YOUR INSTRUCTIONS:
Among the entries, which lines carry the string "Kopernika"? Copy every one.

+---+

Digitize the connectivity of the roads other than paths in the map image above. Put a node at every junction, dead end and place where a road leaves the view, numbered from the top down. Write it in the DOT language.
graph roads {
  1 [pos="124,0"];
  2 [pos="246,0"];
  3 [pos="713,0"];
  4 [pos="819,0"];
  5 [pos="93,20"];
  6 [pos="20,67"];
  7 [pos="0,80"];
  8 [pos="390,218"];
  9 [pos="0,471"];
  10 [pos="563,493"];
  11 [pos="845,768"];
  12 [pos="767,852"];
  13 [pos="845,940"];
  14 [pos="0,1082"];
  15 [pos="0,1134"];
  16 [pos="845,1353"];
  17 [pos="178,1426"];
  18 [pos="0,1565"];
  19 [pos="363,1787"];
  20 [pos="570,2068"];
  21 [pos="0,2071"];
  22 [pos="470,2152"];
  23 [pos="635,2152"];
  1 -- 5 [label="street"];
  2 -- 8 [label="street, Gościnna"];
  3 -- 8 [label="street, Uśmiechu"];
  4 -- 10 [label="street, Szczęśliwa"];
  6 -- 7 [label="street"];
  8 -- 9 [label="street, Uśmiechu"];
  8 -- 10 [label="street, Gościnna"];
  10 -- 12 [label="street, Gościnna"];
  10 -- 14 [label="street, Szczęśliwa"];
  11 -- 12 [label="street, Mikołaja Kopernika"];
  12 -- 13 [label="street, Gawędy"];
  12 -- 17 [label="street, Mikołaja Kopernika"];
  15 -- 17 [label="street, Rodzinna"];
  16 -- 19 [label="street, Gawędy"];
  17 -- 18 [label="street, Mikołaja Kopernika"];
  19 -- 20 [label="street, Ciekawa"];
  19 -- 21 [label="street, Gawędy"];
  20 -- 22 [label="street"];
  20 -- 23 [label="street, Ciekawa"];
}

+---+

RESULT OF THIS EXERCISE:
  11 -- 12 [label="street, Mikołaja Kopernika"];
  12 -- 17 [label="street, Mikołaja Kopernika"];
  17 -- 18 [label="street, Mikołaja Kopernika"];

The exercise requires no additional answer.